┌────────

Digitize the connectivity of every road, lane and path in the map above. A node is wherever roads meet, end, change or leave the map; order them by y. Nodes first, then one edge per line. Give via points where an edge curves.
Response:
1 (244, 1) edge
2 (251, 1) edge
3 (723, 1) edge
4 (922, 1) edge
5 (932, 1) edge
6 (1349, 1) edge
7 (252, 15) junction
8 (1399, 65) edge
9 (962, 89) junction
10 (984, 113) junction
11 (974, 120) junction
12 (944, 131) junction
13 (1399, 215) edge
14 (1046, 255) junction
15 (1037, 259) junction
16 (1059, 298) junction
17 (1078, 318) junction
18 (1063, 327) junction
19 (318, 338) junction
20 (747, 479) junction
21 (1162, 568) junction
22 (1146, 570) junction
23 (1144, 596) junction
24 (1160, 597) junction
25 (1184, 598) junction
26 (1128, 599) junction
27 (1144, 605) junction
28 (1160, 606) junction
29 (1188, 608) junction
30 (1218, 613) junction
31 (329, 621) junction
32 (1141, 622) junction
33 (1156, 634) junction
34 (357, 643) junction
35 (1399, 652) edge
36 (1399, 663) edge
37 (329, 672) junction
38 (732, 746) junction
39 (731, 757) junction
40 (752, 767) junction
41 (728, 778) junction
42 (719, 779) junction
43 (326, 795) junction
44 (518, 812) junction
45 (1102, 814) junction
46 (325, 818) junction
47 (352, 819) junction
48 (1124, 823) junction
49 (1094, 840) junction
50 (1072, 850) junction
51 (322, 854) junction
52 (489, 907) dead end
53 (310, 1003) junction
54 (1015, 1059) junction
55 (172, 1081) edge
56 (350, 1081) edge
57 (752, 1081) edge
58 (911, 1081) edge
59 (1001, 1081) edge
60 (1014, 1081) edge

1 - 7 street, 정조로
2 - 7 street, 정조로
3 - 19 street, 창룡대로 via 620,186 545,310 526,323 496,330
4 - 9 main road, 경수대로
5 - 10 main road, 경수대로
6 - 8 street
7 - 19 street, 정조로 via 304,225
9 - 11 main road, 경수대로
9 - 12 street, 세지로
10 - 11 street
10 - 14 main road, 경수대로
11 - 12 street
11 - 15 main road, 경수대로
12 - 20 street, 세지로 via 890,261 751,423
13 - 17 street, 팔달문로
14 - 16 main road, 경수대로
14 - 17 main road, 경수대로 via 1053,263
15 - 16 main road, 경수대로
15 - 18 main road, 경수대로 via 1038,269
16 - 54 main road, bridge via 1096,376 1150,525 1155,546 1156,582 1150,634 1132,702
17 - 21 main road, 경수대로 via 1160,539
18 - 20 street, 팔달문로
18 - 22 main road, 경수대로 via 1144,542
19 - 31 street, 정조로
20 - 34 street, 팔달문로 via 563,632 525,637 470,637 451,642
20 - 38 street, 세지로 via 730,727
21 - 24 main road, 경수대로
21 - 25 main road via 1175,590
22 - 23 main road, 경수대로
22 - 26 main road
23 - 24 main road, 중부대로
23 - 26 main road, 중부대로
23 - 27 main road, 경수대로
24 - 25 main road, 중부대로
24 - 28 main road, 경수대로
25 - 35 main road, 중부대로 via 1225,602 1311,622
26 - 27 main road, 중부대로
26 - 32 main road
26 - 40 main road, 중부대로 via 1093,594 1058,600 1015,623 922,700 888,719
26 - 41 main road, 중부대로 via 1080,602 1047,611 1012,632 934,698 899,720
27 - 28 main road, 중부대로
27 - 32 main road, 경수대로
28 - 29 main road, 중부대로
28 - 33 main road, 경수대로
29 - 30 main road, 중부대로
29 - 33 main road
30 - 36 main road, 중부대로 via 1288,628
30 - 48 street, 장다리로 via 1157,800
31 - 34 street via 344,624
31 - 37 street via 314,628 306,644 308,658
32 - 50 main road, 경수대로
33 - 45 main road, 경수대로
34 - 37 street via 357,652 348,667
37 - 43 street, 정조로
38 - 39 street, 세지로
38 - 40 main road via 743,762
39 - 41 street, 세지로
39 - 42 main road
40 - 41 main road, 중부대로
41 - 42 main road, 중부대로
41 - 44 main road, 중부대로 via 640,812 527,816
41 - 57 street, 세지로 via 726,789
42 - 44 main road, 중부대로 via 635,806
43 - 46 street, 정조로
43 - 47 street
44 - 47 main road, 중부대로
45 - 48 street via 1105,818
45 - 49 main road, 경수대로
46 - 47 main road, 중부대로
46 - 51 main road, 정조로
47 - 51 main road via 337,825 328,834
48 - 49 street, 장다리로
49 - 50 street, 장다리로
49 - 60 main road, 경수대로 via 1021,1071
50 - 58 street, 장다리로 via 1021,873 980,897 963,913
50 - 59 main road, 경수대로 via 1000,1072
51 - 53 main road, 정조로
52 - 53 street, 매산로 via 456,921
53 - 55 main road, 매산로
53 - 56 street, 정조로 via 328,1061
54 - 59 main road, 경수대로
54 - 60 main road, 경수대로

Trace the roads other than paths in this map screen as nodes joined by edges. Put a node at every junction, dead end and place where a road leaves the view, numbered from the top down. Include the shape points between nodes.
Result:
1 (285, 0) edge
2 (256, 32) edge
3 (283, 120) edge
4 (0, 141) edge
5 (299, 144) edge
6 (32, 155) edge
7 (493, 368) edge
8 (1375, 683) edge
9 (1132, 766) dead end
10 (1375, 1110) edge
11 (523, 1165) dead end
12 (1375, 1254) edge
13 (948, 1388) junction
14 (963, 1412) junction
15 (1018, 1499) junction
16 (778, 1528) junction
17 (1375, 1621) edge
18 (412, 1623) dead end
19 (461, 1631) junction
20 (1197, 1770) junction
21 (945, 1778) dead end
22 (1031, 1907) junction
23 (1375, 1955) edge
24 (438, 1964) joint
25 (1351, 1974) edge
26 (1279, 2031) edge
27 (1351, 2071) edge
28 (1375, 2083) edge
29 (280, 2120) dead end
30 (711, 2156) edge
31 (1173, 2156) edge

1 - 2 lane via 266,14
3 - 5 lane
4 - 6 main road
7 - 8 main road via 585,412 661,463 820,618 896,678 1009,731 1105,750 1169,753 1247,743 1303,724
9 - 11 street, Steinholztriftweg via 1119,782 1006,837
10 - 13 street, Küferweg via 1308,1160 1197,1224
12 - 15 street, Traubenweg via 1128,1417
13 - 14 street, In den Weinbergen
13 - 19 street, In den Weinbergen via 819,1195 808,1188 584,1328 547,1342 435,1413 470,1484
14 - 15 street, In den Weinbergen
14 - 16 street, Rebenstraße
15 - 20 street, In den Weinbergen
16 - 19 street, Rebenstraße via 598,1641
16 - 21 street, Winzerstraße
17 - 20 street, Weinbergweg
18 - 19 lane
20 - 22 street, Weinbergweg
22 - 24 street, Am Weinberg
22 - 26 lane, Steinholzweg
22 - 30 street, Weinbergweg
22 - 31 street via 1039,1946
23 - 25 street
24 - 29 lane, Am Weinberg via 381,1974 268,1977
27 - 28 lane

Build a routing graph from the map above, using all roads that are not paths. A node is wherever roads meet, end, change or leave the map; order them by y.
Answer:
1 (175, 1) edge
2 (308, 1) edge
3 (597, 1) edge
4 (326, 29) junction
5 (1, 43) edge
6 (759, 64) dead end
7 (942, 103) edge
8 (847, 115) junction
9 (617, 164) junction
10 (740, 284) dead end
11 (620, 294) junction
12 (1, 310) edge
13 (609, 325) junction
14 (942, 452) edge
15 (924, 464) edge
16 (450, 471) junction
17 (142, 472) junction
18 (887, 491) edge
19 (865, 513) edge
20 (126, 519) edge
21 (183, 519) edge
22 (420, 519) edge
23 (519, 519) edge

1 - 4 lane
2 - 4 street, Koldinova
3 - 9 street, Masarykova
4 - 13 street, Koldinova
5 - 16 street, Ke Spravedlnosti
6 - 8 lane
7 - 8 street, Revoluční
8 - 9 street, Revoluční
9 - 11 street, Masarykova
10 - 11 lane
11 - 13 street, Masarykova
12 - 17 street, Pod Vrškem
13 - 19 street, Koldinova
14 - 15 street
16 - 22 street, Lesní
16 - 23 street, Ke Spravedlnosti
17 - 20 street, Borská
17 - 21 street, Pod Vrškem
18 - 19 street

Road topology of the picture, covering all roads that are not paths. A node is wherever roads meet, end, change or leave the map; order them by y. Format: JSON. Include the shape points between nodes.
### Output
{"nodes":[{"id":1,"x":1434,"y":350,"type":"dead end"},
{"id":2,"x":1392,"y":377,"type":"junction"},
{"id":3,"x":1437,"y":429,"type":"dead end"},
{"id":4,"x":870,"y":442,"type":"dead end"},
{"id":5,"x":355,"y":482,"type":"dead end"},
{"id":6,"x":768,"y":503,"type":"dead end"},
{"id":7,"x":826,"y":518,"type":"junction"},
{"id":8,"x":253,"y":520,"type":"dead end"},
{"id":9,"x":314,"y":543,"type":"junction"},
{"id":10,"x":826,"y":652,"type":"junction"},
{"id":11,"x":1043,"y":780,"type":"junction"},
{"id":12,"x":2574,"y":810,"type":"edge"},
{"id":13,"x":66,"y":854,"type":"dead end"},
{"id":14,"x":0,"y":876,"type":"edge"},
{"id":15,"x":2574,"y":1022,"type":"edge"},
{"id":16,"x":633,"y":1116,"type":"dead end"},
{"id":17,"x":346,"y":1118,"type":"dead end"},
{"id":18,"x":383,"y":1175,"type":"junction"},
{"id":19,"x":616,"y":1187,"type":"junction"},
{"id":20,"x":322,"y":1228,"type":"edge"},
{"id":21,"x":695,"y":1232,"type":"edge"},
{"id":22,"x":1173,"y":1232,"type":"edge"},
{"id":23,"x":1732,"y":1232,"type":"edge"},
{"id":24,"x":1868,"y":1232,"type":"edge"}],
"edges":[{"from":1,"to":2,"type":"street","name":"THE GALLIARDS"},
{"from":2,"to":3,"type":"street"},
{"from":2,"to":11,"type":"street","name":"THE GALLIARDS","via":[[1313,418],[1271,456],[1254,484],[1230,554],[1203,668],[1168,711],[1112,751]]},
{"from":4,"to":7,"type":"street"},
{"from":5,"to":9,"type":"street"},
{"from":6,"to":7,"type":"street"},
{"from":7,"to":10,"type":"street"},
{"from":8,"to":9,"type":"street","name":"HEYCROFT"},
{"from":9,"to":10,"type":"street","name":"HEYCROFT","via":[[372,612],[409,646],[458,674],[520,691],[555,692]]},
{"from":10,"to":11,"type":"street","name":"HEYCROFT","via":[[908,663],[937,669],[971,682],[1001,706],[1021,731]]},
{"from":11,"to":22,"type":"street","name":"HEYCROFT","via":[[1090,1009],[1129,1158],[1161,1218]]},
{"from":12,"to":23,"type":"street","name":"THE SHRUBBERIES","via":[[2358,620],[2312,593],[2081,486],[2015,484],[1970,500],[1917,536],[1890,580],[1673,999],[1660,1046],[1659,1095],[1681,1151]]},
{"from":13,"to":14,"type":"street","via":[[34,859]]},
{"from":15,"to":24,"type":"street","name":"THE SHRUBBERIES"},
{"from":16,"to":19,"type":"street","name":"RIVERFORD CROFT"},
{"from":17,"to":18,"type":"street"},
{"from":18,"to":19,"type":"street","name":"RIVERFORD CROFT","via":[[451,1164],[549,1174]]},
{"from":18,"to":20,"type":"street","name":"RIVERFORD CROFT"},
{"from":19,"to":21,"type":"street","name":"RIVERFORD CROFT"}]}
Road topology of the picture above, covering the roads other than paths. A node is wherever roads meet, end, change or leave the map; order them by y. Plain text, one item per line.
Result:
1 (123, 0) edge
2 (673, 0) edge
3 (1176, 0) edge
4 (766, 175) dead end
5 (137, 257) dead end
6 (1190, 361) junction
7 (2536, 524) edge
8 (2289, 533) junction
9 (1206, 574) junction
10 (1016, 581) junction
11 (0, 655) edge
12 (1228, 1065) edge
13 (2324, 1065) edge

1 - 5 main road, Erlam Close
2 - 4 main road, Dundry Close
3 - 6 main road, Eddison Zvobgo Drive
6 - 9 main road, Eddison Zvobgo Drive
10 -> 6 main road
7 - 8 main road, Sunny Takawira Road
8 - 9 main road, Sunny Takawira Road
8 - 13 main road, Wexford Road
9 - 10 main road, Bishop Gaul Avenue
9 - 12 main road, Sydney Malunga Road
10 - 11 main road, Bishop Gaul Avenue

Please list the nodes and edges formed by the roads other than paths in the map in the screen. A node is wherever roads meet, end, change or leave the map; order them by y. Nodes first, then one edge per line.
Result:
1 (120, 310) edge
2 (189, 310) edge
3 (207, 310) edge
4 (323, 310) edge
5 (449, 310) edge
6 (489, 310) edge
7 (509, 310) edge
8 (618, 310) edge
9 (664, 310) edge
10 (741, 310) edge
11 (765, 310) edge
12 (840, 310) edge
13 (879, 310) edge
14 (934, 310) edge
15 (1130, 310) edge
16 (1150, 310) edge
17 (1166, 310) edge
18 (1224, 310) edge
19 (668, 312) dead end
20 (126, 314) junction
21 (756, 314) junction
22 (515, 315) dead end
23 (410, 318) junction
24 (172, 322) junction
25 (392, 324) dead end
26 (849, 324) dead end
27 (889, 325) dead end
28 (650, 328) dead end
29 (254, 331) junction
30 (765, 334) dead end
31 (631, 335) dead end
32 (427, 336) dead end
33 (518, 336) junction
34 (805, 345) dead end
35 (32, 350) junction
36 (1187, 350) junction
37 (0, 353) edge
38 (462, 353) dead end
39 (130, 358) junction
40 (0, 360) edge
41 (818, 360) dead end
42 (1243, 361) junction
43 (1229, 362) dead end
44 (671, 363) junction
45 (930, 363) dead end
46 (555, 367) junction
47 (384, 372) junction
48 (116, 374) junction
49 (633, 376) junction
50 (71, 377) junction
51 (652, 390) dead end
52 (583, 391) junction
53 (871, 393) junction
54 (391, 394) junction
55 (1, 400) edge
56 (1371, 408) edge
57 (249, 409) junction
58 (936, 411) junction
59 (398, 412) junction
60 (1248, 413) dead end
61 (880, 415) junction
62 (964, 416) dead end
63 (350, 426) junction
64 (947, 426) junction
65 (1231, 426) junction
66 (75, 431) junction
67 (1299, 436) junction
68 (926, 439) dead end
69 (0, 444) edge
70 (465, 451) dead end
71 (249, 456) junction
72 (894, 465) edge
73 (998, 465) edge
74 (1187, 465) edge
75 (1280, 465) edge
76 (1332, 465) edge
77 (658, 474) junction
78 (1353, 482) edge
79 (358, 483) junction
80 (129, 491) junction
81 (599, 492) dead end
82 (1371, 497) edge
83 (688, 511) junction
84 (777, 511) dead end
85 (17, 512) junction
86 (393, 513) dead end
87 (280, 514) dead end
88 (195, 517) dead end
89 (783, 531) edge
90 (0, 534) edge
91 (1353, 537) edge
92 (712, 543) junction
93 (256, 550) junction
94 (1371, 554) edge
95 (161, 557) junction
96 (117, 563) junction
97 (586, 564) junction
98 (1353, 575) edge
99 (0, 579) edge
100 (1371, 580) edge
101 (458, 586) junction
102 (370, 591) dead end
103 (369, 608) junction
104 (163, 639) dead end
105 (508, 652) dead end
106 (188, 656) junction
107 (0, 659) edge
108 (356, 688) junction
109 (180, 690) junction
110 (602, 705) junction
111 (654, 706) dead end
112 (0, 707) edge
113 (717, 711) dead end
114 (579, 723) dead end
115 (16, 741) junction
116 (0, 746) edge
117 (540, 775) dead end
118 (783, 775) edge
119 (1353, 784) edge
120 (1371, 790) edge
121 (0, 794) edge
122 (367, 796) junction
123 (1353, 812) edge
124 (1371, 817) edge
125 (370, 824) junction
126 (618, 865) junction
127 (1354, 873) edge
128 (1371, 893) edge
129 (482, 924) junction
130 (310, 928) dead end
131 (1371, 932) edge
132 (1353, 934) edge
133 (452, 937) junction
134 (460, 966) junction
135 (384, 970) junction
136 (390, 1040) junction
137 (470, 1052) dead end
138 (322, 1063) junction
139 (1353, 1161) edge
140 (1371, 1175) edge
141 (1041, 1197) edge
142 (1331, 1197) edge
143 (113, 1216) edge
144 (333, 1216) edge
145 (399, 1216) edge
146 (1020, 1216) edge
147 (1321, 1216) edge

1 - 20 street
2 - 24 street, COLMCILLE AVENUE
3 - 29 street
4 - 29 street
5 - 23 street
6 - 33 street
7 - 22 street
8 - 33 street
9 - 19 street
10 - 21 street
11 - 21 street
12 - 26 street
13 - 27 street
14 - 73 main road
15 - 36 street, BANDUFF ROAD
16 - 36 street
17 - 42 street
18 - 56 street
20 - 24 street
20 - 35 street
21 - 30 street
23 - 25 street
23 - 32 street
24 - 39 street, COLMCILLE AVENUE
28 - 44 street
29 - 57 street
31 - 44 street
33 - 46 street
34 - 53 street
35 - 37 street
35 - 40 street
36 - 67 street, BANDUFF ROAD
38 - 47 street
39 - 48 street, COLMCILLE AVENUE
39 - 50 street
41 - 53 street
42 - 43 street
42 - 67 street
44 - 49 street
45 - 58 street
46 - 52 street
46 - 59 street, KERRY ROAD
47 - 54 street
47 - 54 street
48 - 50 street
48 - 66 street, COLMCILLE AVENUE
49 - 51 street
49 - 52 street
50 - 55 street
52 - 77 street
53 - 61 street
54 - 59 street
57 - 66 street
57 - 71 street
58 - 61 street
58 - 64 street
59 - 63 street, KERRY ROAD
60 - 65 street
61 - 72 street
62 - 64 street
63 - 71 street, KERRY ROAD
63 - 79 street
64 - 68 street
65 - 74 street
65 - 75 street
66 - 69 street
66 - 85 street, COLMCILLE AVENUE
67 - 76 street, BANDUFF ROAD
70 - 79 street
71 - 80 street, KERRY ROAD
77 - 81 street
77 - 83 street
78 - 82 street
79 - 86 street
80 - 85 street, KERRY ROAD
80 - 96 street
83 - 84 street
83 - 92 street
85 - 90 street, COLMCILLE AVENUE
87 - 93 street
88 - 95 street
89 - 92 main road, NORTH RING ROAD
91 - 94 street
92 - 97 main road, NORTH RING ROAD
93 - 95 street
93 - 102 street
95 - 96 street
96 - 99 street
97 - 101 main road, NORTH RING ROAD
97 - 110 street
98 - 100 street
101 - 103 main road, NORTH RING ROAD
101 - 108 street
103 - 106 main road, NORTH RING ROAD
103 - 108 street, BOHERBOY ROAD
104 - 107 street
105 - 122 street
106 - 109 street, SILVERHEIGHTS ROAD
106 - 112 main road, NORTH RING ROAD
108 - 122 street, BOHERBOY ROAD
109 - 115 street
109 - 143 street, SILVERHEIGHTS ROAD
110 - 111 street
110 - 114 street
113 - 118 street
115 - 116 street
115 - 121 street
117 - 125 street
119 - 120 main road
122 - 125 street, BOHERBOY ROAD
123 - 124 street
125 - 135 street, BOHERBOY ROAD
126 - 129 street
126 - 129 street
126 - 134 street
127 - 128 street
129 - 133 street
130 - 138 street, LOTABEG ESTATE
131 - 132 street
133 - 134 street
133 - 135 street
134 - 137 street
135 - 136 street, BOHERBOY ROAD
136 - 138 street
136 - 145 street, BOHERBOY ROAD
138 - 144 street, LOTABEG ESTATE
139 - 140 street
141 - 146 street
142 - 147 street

└────────

Across the data, pull every line containing the string "RIVERFORD".

OUTPUT -
{"from":16,"to":19,"type":"street","name":"RIVERFORD CROFT"},
{"from":18,"to":19,"type":"street","name":"RIVERFORD CROFT","via":[[451,1164],[549,1174]]},
{"from":18,"to":20,"type":"street","name":"RIVERFORD CROFT"},
{"from":19,"to":21,"type":"street","name":"RIVERFORD CROFT"}]}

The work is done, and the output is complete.